If you still feel like he's hiding something, then trust your gut.

When I found out about my husband's affair he "trickle truthed" at first claiming it was only an EA. Finally he revealed the PA. For days I felt like I was married to a stranger, didn't believe a word he said. Finally, he confessed an affair from 10 years ago. It was horrible information to find out and added to my devastation, but at the same time an odd relief. It was a turning point, because suddenly I felt like I recognized my husband again. I can't really describe the feeling, but for the next few weeks I asked any question I wanted and he answered it. Some of the answers were painful to hear, but at least I felt like I was getting the truth.

Good luck and keep stressing to your H that to move forward, you need to know the truth. If you are going to invest your time, emotion, and faith into R, you want it based on full disclosure. I always tell my H, "No more bombshells". If your H has a hidden bombshell, now's the best time for him to reveal it. By confessing now, he can finally start to rebuild trust. If it comes out later, it will bring you right back to d-day and destroy any trust gained back.

My H says in some strange ways he feels better than he has in 10 years, because he has no more secrets. Said he used to worry about taking the old affair to the grave. Living with the guilt for a decade made him weak to a second affair. Your H has been living with this secret for 7 years, trust your gut if you think there's more to the story.

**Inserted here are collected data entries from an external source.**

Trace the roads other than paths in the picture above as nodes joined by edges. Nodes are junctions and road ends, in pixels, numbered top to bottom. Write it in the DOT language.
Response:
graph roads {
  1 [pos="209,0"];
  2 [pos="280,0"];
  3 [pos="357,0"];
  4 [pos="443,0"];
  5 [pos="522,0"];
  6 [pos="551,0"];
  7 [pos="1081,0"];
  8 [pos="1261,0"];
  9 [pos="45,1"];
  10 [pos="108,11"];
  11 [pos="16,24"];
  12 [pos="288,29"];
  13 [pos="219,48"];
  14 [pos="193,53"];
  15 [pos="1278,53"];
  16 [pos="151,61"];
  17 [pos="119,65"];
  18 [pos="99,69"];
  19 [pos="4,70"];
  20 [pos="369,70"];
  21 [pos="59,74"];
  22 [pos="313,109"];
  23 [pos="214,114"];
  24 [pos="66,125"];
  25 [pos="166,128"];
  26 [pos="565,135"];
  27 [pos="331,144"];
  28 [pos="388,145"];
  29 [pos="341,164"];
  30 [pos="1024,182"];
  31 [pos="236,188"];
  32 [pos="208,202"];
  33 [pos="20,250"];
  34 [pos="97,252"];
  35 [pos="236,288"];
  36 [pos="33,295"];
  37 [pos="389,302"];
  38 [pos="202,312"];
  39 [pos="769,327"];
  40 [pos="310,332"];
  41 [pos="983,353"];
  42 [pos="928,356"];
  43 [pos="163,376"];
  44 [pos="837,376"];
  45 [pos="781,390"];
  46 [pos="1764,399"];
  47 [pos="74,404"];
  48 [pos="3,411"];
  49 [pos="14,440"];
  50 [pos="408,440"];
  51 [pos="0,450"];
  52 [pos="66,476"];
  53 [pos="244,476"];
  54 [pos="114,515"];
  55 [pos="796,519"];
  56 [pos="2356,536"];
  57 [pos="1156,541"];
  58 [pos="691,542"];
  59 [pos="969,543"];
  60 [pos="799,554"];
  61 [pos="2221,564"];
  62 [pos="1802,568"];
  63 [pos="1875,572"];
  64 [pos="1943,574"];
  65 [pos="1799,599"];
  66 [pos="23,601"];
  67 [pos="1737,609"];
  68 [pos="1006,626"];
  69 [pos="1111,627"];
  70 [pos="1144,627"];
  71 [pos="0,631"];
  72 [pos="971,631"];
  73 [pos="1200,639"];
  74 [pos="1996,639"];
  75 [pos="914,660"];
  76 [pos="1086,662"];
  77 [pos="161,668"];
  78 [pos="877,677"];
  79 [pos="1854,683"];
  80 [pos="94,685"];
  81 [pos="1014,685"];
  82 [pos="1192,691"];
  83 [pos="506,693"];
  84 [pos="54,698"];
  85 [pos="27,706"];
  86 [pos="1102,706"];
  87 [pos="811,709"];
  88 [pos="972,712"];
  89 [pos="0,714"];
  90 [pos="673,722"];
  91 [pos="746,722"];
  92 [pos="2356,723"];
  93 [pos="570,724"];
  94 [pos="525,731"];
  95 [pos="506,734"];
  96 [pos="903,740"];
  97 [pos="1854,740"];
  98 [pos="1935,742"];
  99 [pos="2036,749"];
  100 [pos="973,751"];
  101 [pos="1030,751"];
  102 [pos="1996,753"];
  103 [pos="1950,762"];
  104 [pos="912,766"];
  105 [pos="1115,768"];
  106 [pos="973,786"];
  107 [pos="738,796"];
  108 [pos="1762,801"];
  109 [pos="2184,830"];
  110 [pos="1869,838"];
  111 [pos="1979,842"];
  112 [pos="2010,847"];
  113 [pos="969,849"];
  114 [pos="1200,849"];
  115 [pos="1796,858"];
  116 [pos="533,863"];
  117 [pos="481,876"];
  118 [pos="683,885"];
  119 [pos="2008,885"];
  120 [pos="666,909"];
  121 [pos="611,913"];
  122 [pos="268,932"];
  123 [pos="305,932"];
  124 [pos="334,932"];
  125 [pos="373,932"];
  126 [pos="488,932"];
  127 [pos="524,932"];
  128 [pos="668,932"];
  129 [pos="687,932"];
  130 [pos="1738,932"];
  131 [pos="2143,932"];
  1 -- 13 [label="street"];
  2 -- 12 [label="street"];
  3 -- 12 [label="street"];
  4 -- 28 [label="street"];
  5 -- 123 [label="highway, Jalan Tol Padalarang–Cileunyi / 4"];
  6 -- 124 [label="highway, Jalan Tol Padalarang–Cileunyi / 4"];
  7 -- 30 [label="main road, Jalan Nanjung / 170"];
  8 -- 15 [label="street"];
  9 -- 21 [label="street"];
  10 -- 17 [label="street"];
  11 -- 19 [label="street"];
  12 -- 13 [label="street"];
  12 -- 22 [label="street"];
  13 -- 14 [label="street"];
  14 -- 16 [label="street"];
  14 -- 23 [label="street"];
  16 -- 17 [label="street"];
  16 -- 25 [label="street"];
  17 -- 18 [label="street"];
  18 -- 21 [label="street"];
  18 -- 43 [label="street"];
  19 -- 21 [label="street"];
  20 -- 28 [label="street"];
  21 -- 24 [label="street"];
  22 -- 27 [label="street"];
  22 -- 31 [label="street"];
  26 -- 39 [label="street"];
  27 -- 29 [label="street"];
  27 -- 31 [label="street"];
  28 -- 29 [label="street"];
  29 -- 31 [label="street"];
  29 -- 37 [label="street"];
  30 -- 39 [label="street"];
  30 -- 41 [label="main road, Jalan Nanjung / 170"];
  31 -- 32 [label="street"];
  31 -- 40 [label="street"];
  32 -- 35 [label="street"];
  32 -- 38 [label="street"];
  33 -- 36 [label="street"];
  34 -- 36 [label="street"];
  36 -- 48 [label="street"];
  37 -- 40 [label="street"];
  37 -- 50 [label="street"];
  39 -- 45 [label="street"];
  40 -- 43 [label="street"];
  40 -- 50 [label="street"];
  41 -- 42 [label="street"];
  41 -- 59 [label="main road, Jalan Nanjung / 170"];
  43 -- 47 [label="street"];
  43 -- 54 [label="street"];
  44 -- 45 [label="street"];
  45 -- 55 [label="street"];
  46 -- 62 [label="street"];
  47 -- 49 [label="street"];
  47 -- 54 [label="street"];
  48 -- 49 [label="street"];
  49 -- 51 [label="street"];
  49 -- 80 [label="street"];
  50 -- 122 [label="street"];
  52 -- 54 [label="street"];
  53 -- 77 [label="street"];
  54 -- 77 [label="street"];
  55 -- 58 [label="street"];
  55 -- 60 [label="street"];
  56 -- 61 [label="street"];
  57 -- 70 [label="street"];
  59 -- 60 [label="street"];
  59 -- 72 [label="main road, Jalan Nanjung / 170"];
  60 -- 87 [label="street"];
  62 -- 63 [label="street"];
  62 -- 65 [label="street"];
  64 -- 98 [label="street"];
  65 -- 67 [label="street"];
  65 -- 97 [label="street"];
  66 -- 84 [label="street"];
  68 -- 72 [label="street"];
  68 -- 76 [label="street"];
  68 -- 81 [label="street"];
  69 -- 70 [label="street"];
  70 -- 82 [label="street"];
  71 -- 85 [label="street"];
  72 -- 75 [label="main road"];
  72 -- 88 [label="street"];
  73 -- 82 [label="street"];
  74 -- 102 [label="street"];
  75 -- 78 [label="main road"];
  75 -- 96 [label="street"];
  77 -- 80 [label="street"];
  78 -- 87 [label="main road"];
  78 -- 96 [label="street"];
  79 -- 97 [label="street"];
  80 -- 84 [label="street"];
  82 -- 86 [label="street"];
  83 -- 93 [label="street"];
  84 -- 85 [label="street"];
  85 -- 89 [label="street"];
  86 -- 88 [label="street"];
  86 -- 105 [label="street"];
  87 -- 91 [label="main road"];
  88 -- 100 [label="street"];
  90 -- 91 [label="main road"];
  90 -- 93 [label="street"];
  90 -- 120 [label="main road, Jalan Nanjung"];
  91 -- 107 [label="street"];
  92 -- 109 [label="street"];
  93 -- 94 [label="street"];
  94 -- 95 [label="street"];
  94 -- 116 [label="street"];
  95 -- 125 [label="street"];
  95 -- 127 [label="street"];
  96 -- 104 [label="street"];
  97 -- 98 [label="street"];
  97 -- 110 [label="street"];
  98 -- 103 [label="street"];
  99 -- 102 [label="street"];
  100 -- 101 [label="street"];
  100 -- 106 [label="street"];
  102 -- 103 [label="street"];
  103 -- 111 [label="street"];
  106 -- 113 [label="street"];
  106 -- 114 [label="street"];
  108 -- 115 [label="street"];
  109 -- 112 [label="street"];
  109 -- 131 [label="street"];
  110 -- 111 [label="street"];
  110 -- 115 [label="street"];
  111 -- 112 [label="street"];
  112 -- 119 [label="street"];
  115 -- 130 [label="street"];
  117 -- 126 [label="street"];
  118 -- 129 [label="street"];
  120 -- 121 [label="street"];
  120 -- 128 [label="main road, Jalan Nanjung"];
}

I'm so sorry you're going through this, good luck.


----------



## Jellybeans (Mar 8, 2011)

Song said:


> Plus, the excuses and explanations he gave me for this behavior are full of contradictions.


Prob because he's lying. 



Song said:


> Doesn't a story add up and make sense if it's true?


Great question for Casey Anthony. 

The simplest explaination is most often the truth.


----------



## Song (Jul 11, 2011)

ClipClop ~ I think that's a great insight and probably so true. Thanks. 

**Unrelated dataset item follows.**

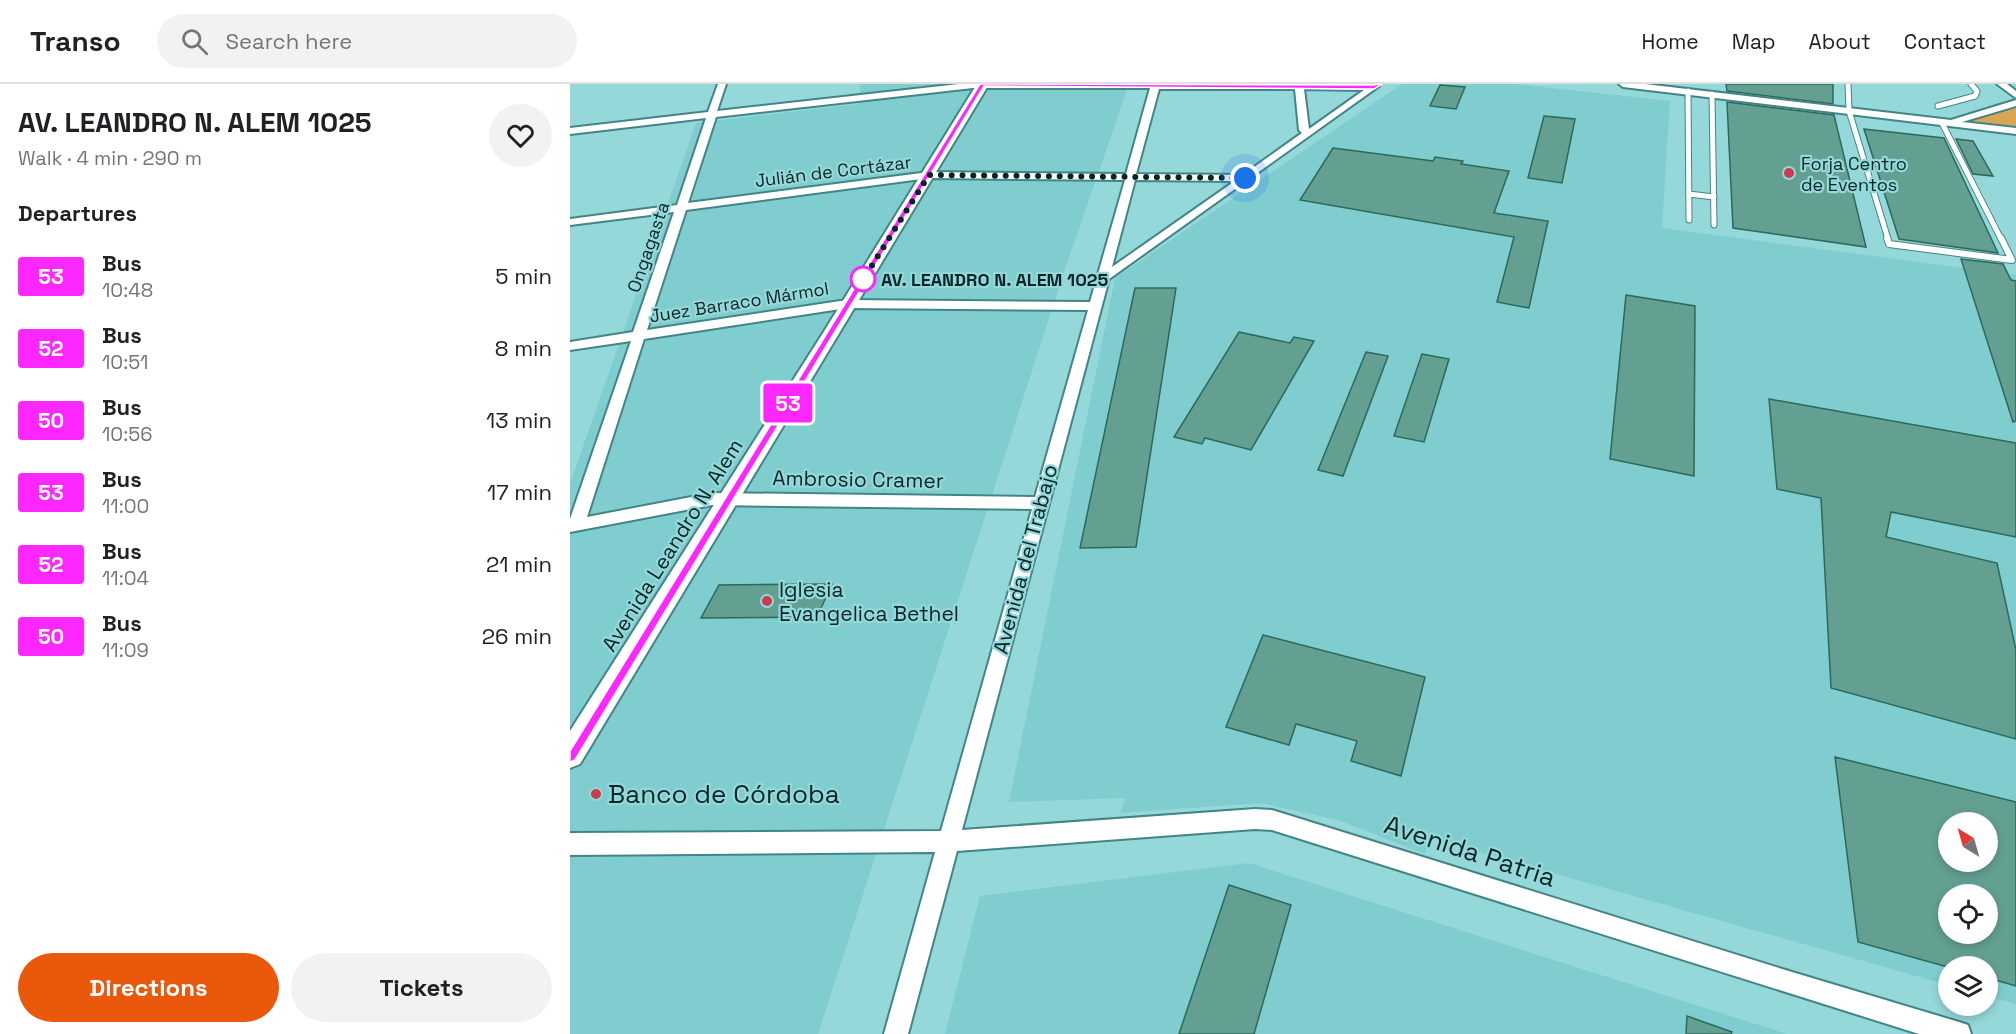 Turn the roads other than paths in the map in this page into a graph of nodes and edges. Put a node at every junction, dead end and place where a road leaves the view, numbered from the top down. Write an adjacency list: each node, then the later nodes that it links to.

I think seven years is a long time to live a lie ~ this is why I'm having trouble believing in him and trusting again.


----------



## 2xloser (May 8, 2011)

Song said:


> Our marriage counselor says, "If you knew more, would it make any difference?"


I say shame on your MC for not understanding that *Yes, it would make a difference* in that you'd know you were now finally in a relationship with someone who was being open and truthful with you, turning a page, and working WITH you instead of AGAINST you and your stated needs to know the full truth. The MC doesn't get decide what you want and need to know -- you do.

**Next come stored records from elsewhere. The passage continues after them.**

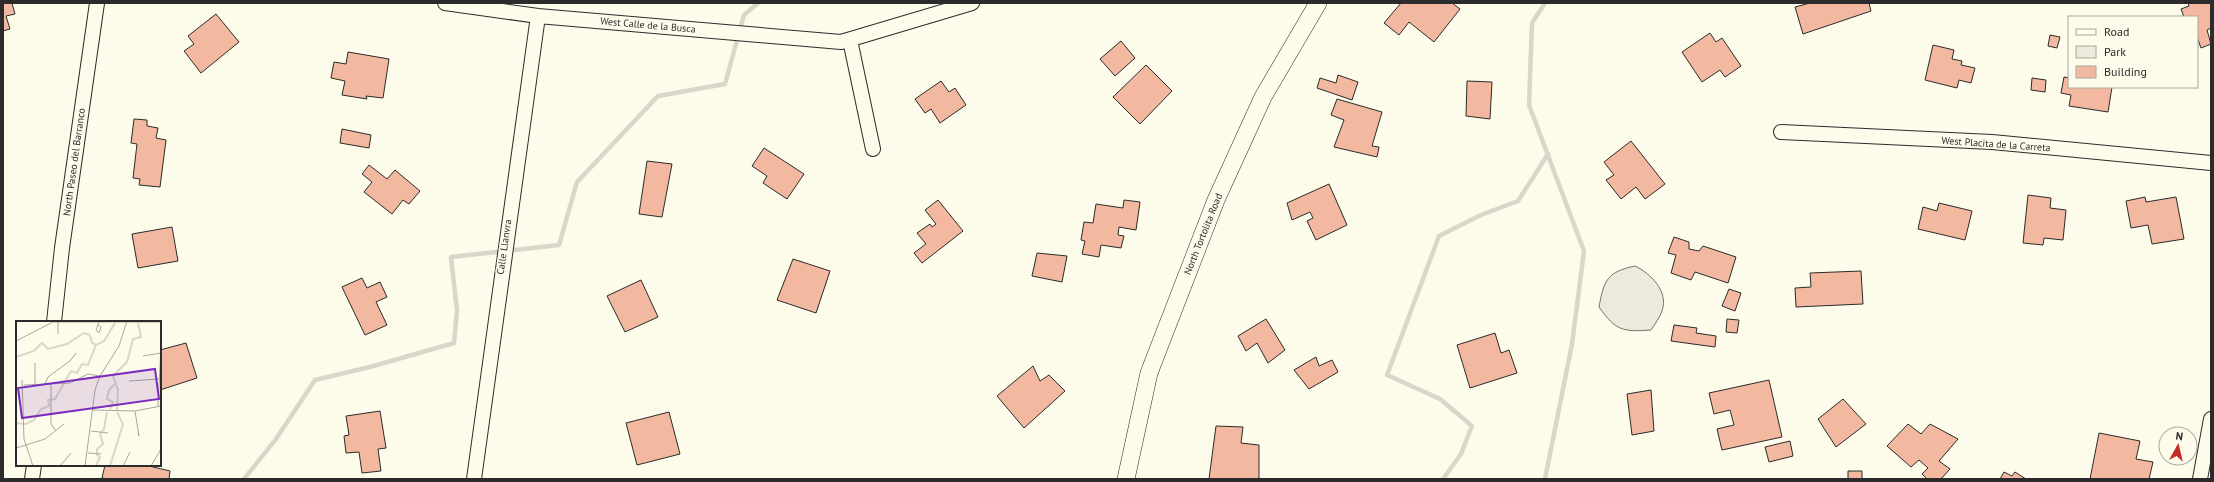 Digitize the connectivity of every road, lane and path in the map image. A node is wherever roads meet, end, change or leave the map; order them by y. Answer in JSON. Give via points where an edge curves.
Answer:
{"nodes":[{"id":1,"x":97,"y":3,"type":"edge"},
{"id":2,"x":445,"y":3,"type":"edge"},
{"id":3,"x":972,"y":3,"type":"edge"},
{"id":4,"x":1318,"y":3,"type":"edge"},
{"id":5,"x":538,"y":16,"type":"junction"},
{"id":6,"x":850,"y":40,"type":"junction"},
{"id":7,"x":1781,"y":132,"type":"dead end"},
{"id":8,"x":873,"y":149,"type":"dead end"},
{"id":9,"x":2211,"y":163,"type":"edge"},
{"id":10,"x":54,"y":321,"type":"edge"},
{"id":11,"x":2211,"y":419,"type":"edge"},
{"id":12,"x":34,"y":466,"type":"edge"},
{"id":13,"x":32,"y":479,"type":"edge"},
{"id":14,"x":474,"y":479,"type":"edge"},
{"id":15,"x":1126,"y":479,"type":"edge"},
{"id":16,"x":2200,"y":479,"type":"edge"}],
"edges":[{"from":1,"to":10,"type":"street","name":"North Paseo del Barranco"},
{"from":2,"to":5,"type":"street","name":"West Calle de la Busca"},
{"from":3,"to":6,"type":"street","name":"West Calle de la Busca"},
{"from":4,"to":15,"type":"street","name":"North Tortolita Road","via":[[1263,97],[1216,200],[1149,373]]},
{"from":5,"to":6,"type":"street","name":"West Calle de la Busca","via":[[841,42]]},
{"from":5,"to":14,"type":"street","name":"Calle Llanvra"},
{"from":6,"to":8,"type":"street"},
{"from":7,"to":9,"type":"street","name":"West Placita de la Carreta","via":[[1992,142]]},
{"from":11,"to":16,"type":"street"},
{"from":12,"to":13,"type":"street"}]}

Without the openness, you've got no trust, and no foundation to move forward. I fully agree and we see it here time and time again -- TRUST YOUR GUT. Prove it if you can, but until you're satisfied you're working with the truth, you will not rest and be able to progress forward in real terms toward R.

Trickle truth, lying, and lies of ommision _on top of_ infidelity are just emotional killers to the BS. So many cheaters will only admit to what they must, to what can be proven or known. Without getting past this stage, imho, there's just no real future. Perhaps only when your WS believes and knows this will he come clean... the whole idea of an ultimatum with real consequences may apply here if you feel strongly that you're being lied to... I'd have it out, calmly but firmly, about exactly what doesn't add up - and not let the conversation end until either (a) it adds up to your satisfaction (make him prove his stories in any way he can -- ie, call this 'other friend' who supposedly needs a loan, right on the spot and validate the b.s. story)... or (b) you leave and proceed to the next step, because you will not be lied to any longer. About anything.


----------